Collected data
-------------------------

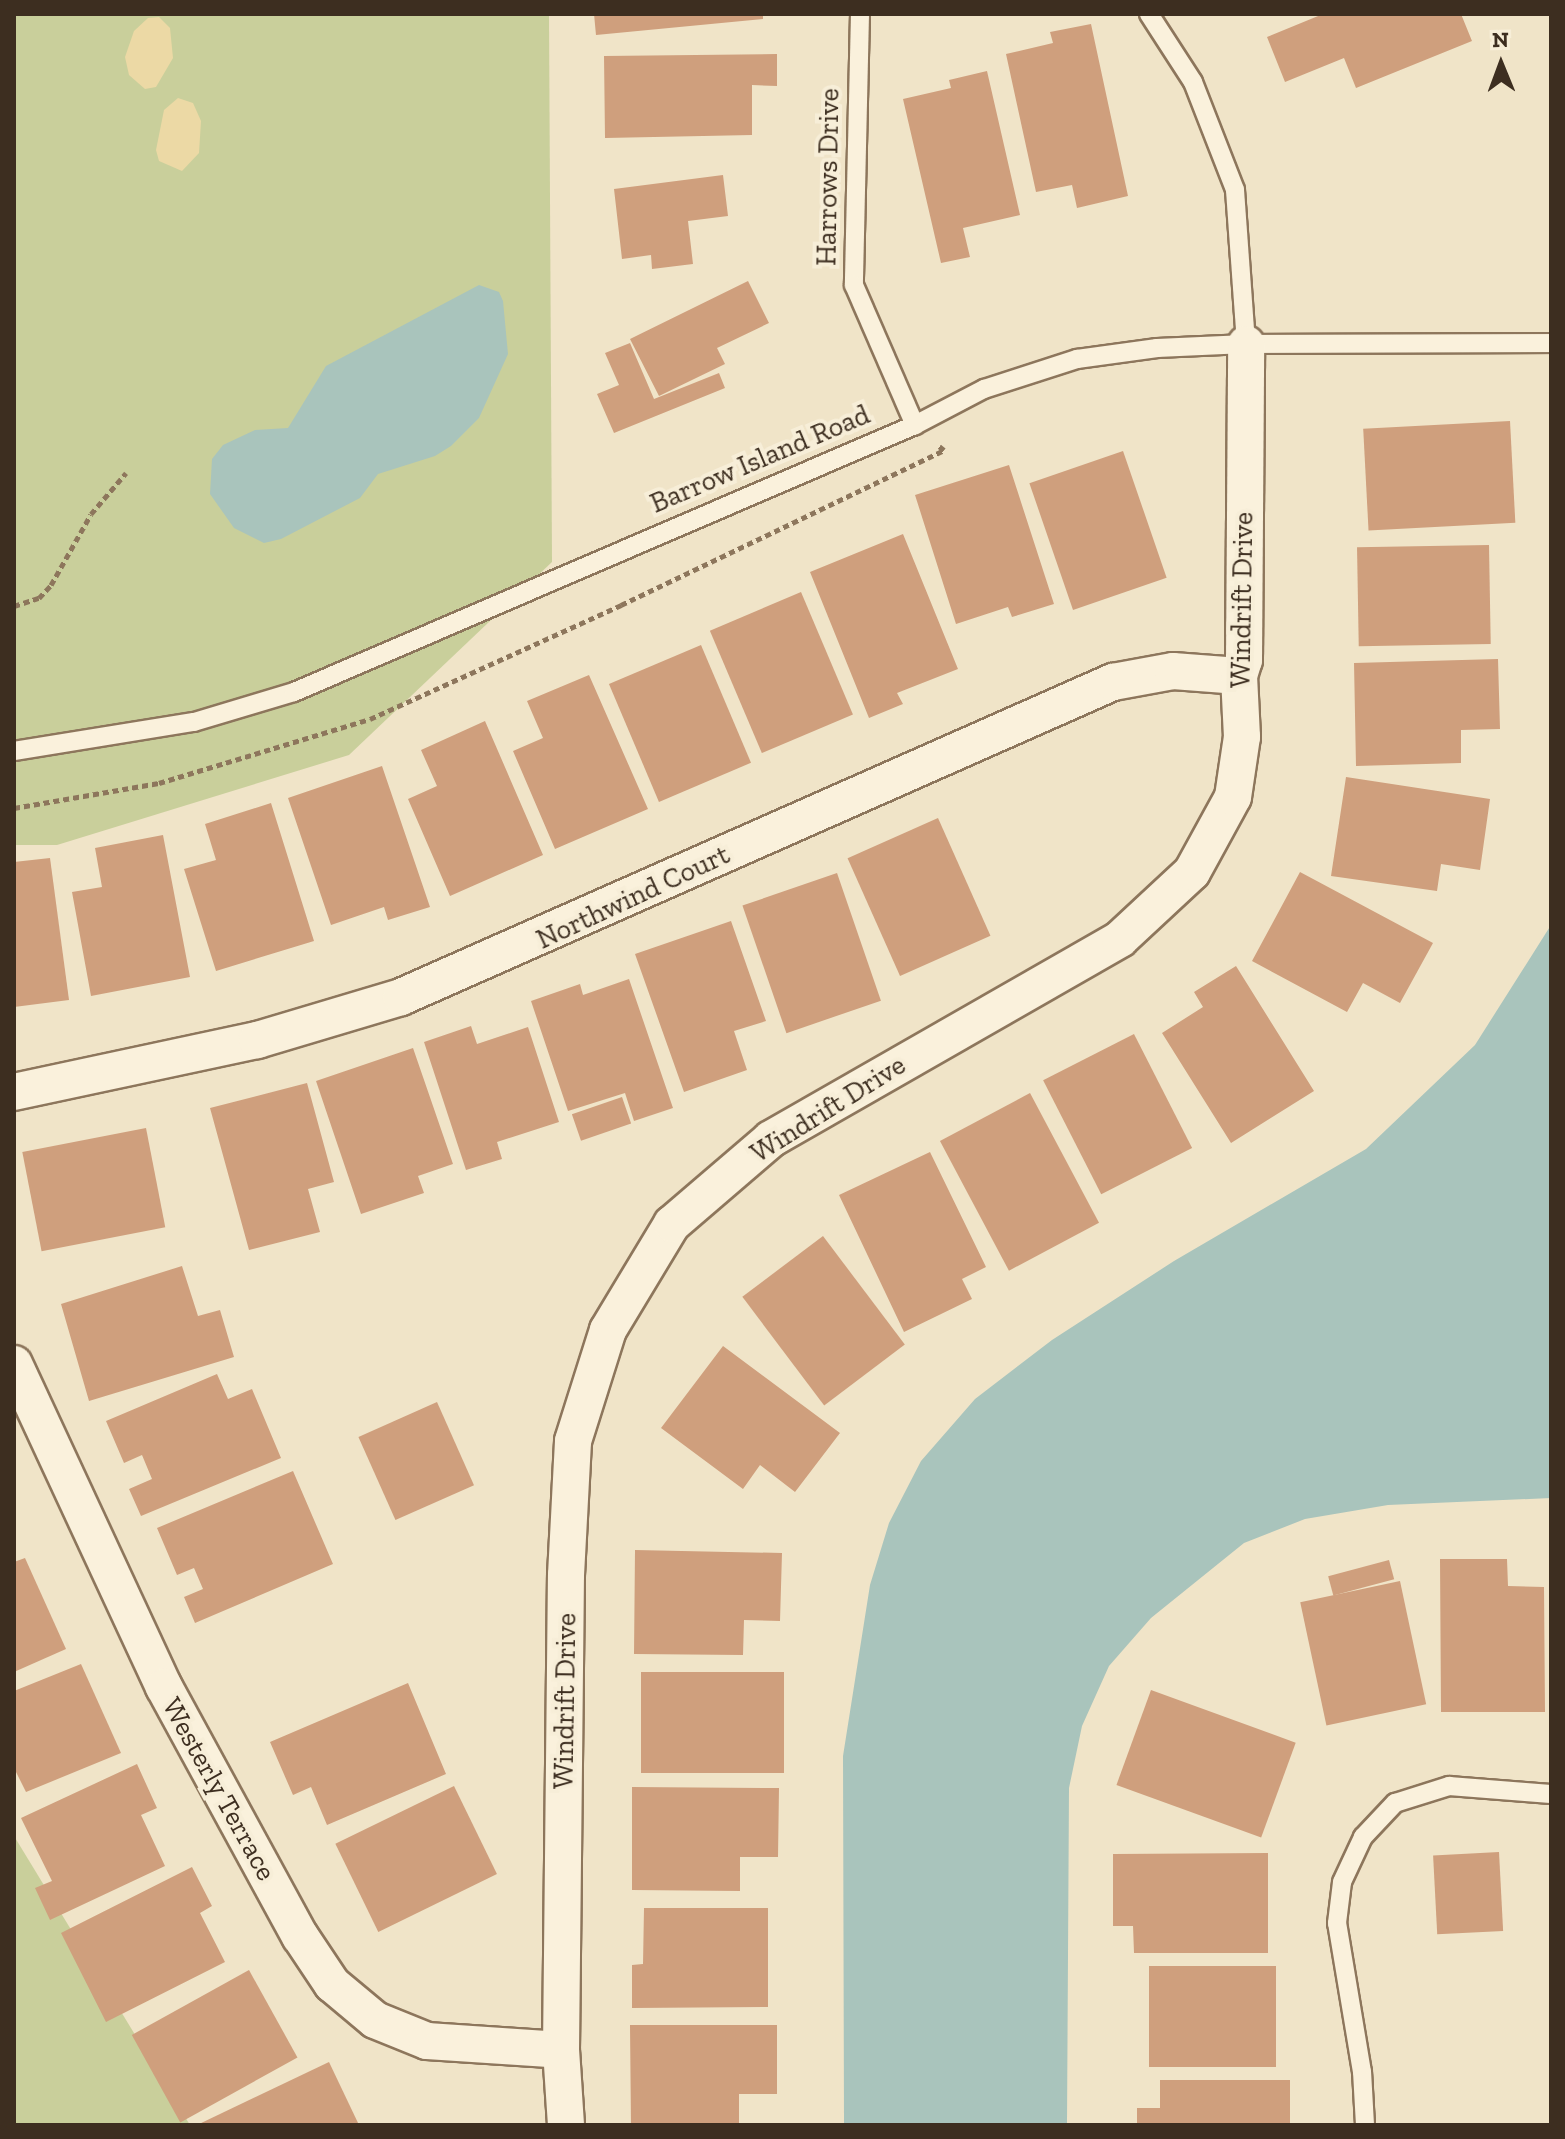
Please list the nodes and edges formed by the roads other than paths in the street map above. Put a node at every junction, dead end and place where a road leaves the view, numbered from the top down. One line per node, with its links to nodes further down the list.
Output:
1 (860, 14): 5 (lane, Harrows Drive)
2 (1149, 14): 4 (lane)
3 (1551, 343): 4 (lane, Barrow Island Road)
4 (1246, 344): 5 (lane, Barrow Island Road); 6 (street, Windrift Drive)
5 (915, 425): 7 (lane, Barrow Island Road)
6 (1239, 676): 8 (street, Northwind Court); 11 (street, Windrift Drive)
7 (14, 751)
8 (14, 1092)
9 (14, 1364): 11 (street, Westerly Terrace)
10 (1551, 1794): 13 (lane)
11 (561, 2050): 12 (street, Windrift Drive)
12 (566, 2125)
13 (1365, 2125)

-------------------------

(What you are asked to do)
A word-for-word copy of the data above is needed, one that omits the pictures.

(Solution below)
Please list the nodes and edges formed by the roads other than paths in the street map above. Put a node at every junction, dead end and place where a road leaves the view, numbered from the top down. One line per node, with its links to nodes further down the list.
Output:
1 (860, 14): 5 (lane, Harrows Drive)
2 (1149, 14): 4 (lane)
3 (1551, 343): 4 (lane, Barrow Island Road)
4 (1246, 344): 5 (lane, Barrow Island Road); 6 (street, Windrift Drive)
5 (915, 425): 7 (lane, Barrow Island Road)
6 (1239, 676): 8 (street, Northwind Court); 11 (street, Windrift Drive)
7 (14, 751)
8 (14, 1092)
9 (14, 1364): 11 (street, Westerly Terrace)
10 (1551, 1794): 13 (lane)
11 (561, 2050): 12 (street, Windrift Drive)
12 (566, 2125)
13 (1365, 2125)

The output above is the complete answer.